# Stop sweating



## RobertC (Apr 27, 2009)

Hi,

I just wanted to pass along my success story for those of you who suffer from facial sweating as a symptom of social anxiety. I started using the Maxim Facial Wipes every other night and have had a tremendous amount of success with it. For me, I was always bothered more by the facial sweating than anything else. The wipes allow me to face my fears and gain confidence to build upon to beat social anxiety. I still sweat outside, but no longer have problems in public settings.
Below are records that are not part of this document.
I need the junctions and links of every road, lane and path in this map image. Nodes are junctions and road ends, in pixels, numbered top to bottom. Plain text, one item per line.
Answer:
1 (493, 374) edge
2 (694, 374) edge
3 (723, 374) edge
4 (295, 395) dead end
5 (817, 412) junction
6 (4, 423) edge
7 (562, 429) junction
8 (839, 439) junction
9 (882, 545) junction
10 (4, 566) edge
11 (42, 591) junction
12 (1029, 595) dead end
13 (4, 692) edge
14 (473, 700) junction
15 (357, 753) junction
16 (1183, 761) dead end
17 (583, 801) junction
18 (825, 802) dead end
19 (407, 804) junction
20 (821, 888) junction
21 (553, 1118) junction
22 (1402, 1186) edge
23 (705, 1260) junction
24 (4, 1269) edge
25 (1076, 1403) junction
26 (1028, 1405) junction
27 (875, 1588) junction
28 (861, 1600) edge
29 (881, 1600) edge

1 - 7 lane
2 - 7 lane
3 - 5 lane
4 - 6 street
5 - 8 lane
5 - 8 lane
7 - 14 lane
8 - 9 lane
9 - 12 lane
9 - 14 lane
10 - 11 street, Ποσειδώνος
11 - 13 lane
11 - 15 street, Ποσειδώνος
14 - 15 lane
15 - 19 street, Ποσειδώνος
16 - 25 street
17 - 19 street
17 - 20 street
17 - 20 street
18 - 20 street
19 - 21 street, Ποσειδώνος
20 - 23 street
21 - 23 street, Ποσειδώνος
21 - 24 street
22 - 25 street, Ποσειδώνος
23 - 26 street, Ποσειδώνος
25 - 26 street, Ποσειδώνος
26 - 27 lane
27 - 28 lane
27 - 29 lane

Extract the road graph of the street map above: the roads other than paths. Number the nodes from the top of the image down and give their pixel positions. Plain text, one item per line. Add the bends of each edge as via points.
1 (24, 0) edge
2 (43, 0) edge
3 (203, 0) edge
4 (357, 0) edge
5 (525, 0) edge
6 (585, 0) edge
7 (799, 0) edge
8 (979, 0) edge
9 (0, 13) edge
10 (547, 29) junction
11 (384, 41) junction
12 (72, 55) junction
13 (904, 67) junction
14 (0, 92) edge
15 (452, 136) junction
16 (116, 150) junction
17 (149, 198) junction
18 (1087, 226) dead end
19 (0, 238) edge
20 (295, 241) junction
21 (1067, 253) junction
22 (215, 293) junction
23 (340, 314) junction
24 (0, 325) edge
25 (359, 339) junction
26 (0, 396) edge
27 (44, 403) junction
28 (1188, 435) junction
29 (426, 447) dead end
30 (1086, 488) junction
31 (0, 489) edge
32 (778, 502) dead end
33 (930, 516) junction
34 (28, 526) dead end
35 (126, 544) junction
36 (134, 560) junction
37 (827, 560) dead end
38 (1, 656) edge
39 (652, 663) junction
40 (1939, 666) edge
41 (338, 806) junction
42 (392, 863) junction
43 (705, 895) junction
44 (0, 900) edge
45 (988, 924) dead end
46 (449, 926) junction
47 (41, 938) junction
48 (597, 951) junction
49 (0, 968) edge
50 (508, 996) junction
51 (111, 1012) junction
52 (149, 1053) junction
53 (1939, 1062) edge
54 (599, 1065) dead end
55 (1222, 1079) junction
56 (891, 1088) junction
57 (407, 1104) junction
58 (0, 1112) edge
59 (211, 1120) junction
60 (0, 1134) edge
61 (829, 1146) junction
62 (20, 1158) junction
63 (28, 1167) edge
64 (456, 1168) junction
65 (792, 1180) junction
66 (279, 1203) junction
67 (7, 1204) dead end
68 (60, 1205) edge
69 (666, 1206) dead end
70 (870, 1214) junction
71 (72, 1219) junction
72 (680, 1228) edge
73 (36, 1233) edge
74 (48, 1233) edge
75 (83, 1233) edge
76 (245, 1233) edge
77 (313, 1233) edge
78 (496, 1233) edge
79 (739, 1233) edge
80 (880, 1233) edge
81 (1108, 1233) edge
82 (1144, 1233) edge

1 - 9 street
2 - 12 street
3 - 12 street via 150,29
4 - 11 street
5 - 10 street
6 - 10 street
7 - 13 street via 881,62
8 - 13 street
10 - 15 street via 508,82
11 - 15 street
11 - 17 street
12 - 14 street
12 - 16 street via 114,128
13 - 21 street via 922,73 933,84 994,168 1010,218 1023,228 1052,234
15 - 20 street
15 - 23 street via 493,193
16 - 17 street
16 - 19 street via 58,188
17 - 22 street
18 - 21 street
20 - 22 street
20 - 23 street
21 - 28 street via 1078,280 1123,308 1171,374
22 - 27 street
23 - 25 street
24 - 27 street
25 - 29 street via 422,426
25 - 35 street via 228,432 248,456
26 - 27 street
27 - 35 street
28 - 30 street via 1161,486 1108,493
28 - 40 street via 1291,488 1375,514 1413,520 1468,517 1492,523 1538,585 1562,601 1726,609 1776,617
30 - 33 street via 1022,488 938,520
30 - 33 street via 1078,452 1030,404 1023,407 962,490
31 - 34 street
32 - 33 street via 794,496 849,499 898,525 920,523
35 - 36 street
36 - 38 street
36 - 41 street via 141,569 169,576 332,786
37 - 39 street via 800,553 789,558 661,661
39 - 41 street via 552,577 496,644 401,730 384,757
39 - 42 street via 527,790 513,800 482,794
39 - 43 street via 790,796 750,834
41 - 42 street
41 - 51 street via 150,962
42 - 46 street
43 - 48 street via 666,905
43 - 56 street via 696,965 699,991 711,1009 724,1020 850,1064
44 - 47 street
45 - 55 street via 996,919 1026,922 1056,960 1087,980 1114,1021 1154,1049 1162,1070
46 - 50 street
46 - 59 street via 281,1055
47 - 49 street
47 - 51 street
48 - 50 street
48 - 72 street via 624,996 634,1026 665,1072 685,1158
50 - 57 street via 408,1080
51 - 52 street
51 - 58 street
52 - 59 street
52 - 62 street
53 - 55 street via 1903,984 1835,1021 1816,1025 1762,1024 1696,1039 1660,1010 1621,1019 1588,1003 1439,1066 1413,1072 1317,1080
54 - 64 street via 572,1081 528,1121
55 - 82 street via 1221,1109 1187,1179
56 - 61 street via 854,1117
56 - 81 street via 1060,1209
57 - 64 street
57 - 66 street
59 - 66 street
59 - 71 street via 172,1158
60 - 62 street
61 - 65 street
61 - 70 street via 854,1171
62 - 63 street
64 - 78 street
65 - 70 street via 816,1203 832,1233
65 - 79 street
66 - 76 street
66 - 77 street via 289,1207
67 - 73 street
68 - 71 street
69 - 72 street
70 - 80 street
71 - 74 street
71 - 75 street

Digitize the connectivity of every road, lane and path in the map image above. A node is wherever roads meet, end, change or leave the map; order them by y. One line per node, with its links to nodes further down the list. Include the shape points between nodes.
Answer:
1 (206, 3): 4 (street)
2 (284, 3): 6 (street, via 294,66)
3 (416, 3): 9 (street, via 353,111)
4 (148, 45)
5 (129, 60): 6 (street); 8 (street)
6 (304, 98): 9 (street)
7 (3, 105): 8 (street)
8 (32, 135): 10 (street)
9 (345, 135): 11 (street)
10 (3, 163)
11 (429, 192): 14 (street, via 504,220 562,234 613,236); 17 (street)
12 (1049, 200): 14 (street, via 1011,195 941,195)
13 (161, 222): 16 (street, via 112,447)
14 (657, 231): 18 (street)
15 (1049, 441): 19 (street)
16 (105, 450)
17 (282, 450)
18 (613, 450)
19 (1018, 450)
I hope this information can be helpful to others out there.


----------



## zomgz (Aug 17, 2009)

really great!! thanks for letting everyone know =) i don't have much of a problem with my face but i have major excessive sweating for underarms lol! it's gross i know i'm sorry =[


----------



## Positive (Jun 29, 2009)

where did u find this?


----------



## RobertC (Apr 27, 2009)

Just google "Maxim Facial Wipes"...it is distributed by Corad Health Care.


----------



## John_in_SF (Mar 1, 2009)

That is great news. Anything that can reduce the anxiety is a good thing. My biggest problem is the sweaty forehead. Makes me shrink faster than a violet.


----------



## Positive (Jun 29, 2009)

John_in_SF said:


> That is great news. Anything that can reduce the anxiety is a good thing. My biggest problem is the sweaty forehead. Makes me shrink faster than a violet.


Could it be related to blood pressure and other things?


----------